- BRIEF:
Look through the data below and show every line that includes "hand".

- DATA SUPPLIED:

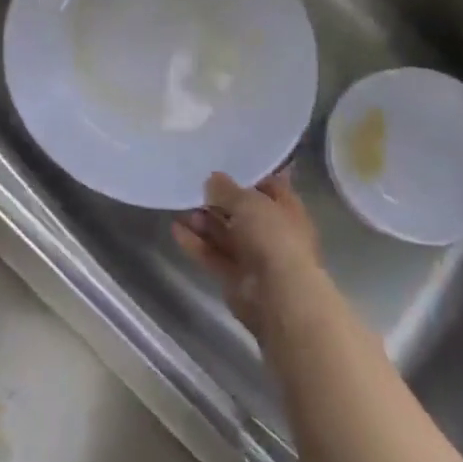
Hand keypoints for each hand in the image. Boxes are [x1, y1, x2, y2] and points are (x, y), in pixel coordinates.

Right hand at [173, 170, 327, 341]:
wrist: (281, 297)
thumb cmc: (274, 237)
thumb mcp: (248, 201)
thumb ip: (226, 189)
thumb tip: (212, 180)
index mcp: (286, 209)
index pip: (268, 186)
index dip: (246, 176)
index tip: (221, 164)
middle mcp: (272, 232)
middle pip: (242, 212)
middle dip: (218, 201)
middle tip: (194, 186)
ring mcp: (254, 258)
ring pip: (225, 235)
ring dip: (204, 222)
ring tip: (182, 208)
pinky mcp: (235, 279)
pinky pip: (213, 256)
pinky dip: (196, 244)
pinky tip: (176, 230)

- RESPONSE:
Hand keypoints for each hand in the image. Boxes are [x1, y1, x2, y2] and points are (x, y), in pixel coordinates.
Right hand at [173, 170, 327, 341]:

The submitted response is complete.